I ran across towards Eddowes but Grell held up a hand.

"Be careful of that dress, my Lady. We wouldn't want it ruined now would we? Such a pretty colour too." I looked at the razor in my hand, the blood of the two women I'd killed tonight still clinging to it. I sighed.

"You're right," I said. "I look a mess." I glanced at my blood stained coat and gloves. Grell looked scandalised.

"Now that's not true," he said. "You look so beautiful like that." I looked up at him feeling confused.

"How...?"

"Red," he purred, pushing his glasses further up his nose. "So beautiful. Pretty, pretty red blood." He looked at the gore across the blade of his Death Scythe and smiled. "You were lovely before, Madam." He looked at me. "How beautiful you look now: dyed red in their blood." My lips twitched in a smile and I looked back at Eddowes' mangled corpse.

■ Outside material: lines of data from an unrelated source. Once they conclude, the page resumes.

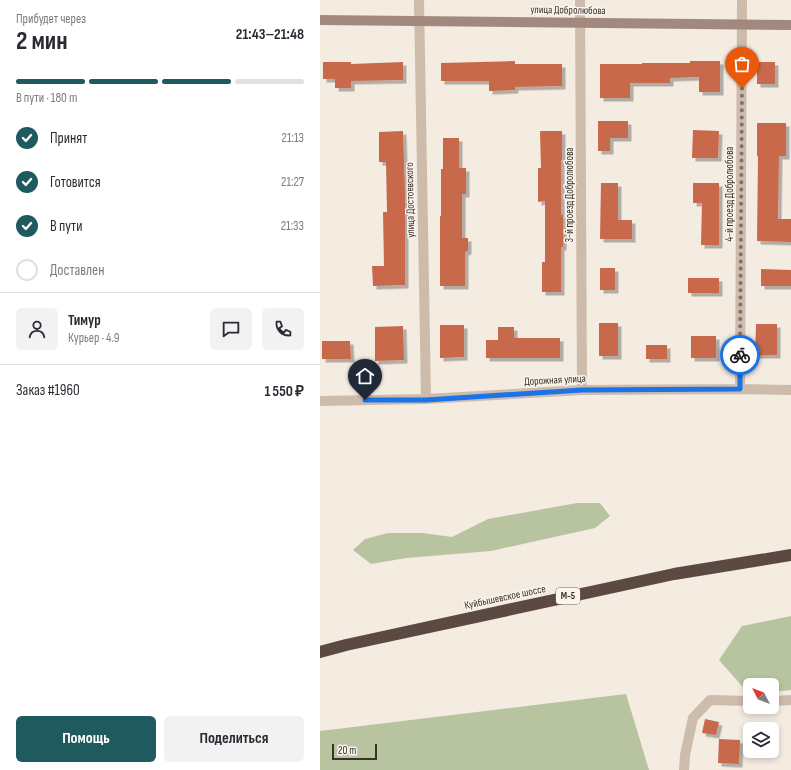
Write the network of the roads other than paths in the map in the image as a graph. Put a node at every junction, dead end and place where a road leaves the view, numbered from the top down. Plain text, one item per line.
1 (419, 0) edge
2 (580, 0) edge
3 (742, 0) edge
4 (320, 20) edge
5 (419, 21) junction
6 (580, 22) junction
7 (742, 24) junction
8 (791, 25) edge
9 (740, 389) junction
10 (582, 390) junction
11 (791, 390) edge
12 (426, 400) junction
13 (320, 401) edge
14 (791, 555) edge
15 (320, 652) edge
16 (791, 700) edge
17 (743, 701) edge
18 (779, 701) edge
19 (684, 770) edge

1 - 5 street, улица Достоевского
2 - 6 street, 3-й проезд Добролюбова
3 - 7 street, 4-й проезд Добролюбова
4 - 5 street, улица Добролюбова
5 - 6 street, улица Добролюбова
5 - 12 street, улица Достоевского
6 - 7 street, улица Добролюбова
6 - 10 street, 3-й проезд Добролюбова
7 - 8 street, улица Добролюбова
7 - 9 street, 4-й проезд Добролюбова
9 - 10 street, Дорожная улица
9 - 11 street, Дорожная улица
10 - 12 street, Дорожная улица
12 - 13 street, Дорожная улица
14 - 15 highway, Куйбышевское шоссе / М-5
16 - 18 street
17 - 19 street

"It's lovely of you, Grell," I said. "But we need to leave. Don't worry." I drew the razor and crouched down by the body. "I won't ruin my dress."

The blade wormed into the open wounds of the corpse, pulling a neat cut through the flesh. Grell watched over me, fascinated, as I cut her womb from her flesh and withdrew it. Grell held out both of his hands.

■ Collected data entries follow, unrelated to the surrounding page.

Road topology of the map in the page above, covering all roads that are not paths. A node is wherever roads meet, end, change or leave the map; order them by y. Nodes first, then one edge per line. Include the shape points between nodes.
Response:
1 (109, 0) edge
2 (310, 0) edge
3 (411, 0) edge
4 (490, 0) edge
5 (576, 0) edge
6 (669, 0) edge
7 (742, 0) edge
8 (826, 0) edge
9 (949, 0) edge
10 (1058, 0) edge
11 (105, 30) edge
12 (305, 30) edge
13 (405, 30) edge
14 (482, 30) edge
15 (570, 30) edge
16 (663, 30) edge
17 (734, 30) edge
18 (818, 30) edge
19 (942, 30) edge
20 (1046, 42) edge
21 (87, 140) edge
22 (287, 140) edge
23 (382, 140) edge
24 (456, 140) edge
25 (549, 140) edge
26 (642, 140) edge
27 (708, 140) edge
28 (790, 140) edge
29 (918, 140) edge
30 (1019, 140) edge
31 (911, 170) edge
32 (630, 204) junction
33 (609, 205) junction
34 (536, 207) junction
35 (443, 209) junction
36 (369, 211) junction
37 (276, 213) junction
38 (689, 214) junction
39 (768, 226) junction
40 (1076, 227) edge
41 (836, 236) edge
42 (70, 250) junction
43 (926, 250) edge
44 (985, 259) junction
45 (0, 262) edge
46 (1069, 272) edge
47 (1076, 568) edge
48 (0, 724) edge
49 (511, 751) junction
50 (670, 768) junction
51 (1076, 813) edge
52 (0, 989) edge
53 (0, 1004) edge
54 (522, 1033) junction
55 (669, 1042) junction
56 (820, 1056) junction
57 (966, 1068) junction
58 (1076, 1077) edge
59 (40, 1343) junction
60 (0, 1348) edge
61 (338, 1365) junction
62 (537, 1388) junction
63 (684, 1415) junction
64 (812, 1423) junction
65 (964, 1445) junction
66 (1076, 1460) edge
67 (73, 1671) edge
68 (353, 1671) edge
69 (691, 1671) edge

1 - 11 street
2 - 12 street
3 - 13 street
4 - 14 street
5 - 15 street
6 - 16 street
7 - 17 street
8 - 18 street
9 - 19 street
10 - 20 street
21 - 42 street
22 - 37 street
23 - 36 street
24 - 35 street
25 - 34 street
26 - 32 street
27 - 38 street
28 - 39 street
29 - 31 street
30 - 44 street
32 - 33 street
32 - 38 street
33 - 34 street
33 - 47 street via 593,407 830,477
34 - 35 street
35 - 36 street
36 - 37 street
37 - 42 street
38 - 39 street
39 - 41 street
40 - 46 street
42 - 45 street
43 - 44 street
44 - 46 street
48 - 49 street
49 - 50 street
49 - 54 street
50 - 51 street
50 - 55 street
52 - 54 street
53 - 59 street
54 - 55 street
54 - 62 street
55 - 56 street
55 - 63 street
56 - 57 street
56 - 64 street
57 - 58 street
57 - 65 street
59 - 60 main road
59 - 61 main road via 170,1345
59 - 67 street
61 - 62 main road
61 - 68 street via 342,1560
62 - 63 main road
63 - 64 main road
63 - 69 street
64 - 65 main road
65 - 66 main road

"I will deal with it, my Lady. We need to take you back before you're missed."

"Not like this," I said defiantly, wiping blood across my face in an attempt to remove it.

"I know that." Grell waved his hand vaguely, the other placing the mangled uterus carefully in his pocket. "So come with me."

He swept me up again, carrying me to the rooftops. I looked back down at the mangled body on the street bellow, but I felt no remorse. Grell set me down on my feet, removed his gloves and slid his hands into his breast pocket, removing a handkerchief.

"Hold still," he said aloud, and dabbed it on his tongue wiping the blood off my face like I were some small child. "Now we'll have to redo all that makeup again. What a pity." I smiled a little.

"Grell," I said slowly, as he finished and folded up his hankichief.

"Yes, Madam?"

"It occurs to me that I never really knew why," I said. "Why me? Why was it me you came to?" Grell laughed.

"I'm pretty sure we've been here before," he said. "It's because I can feel your pain and to watch you take that anguish out upon those who hurt you is beautiful. It's fun in a way I guess."

"I sound like some kind of toy." Grell waved his hand, looking mildly insulted.

"Indeed no. You're beyond manipulation. You were grasping at straws, looking for escape, and I alone could help you." He splayed his fingers across his heart with a smile. "I'm an unusual Reaper as you are an unusual woman: the only human I have ever known who truely knew what it means to be Red. Red is passion. Red is pain. Red is blood." He looked back at Eddowes body again. "Speaking of which... we probably shouldn't stay."

"Grell."

"Yes, Madam."

"I never thought... thank you." Grell smiled widely at me.

"Just one deadly efficient butler," he grinned, and swept me back onto his back, as he leapt into the night.

He removed by coat before we arrived back at the party, and helped me redo the makeup that had been smeared. Grell disappeared into the night as he set me down upon the balcony, taking our bloody clothes with him. I smiled.

My Blood Red Grim Reaper.

What would I ever do without him?

I still couldn't find Ciel or Sebastian, but I hadn't been back long before the police started to arrive to arrest the Viscount Druitt. I'm sorry, Viscount, but you were too opportunistic. However, I was now cleared of the two murders that had occurred tonight and now there was only one left.

Mary Jane Kelly.

It was just her. Once she was dead, that would be it. Jack the Ripper would be gone forever, and I could bathe my broken heart in the blood of my victims. Maybe one day it will feel better.

I wonder what Grell will do when she's dead.

I hope he will stay with me. I'm getting rather used to having him around and getting the wrong number of sugars in my tea every morning. However I suppose he will go. It will pain me. I suppose he is the only man since my late husband who has shown me any kind of empathy. However, wondering will not change this. Ciel cannot possibly suspect me now. To him I was at the Viscount's home the whole time. I have one murder left to plan, and then I hope this need for blood will stop.